PROVIDED ENTRIES =
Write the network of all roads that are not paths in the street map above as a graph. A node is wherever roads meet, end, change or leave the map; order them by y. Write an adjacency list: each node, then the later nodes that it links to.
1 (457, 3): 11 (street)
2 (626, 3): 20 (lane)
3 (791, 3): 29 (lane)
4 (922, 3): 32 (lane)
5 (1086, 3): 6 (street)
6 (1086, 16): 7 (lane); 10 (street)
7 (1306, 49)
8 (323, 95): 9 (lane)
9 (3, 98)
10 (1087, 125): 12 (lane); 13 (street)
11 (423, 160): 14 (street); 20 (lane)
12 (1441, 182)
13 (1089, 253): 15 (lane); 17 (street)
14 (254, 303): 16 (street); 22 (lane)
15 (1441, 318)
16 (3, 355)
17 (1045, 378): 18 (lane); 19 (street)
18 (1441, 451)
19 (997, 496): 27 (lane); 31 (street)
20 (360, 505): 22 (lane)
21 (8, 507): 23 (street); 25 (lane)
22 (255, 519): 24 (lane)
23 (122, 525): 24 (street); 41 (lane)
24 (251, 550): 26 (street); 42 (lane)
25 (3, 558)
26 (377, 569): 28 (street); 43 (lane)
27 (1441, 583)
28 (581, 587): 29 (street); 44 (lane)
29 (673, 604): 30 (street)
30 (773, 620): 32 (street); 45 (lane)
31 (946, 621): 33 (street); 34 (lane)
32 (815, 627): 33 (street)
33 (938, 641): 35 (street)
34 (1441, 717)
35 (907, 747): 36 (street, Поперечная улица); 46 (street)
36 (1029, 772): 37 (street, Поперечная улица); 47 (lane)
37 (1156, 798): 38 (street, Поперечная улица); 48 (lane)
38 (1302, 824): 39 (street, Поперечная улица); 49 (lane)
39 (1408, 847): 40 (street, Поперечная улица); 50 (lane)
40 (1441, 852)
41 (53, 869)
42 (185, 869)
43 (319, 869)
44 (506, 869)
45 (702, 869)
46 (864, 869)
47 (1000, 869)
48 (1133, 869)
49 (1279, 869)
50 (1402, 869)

WHAT YOU ARE ASKED TO DO =
Within the listing above, how many lines contain "улица"? Please respond with the number and nothing else.

ANSWER TO THIS PROBLEM =
5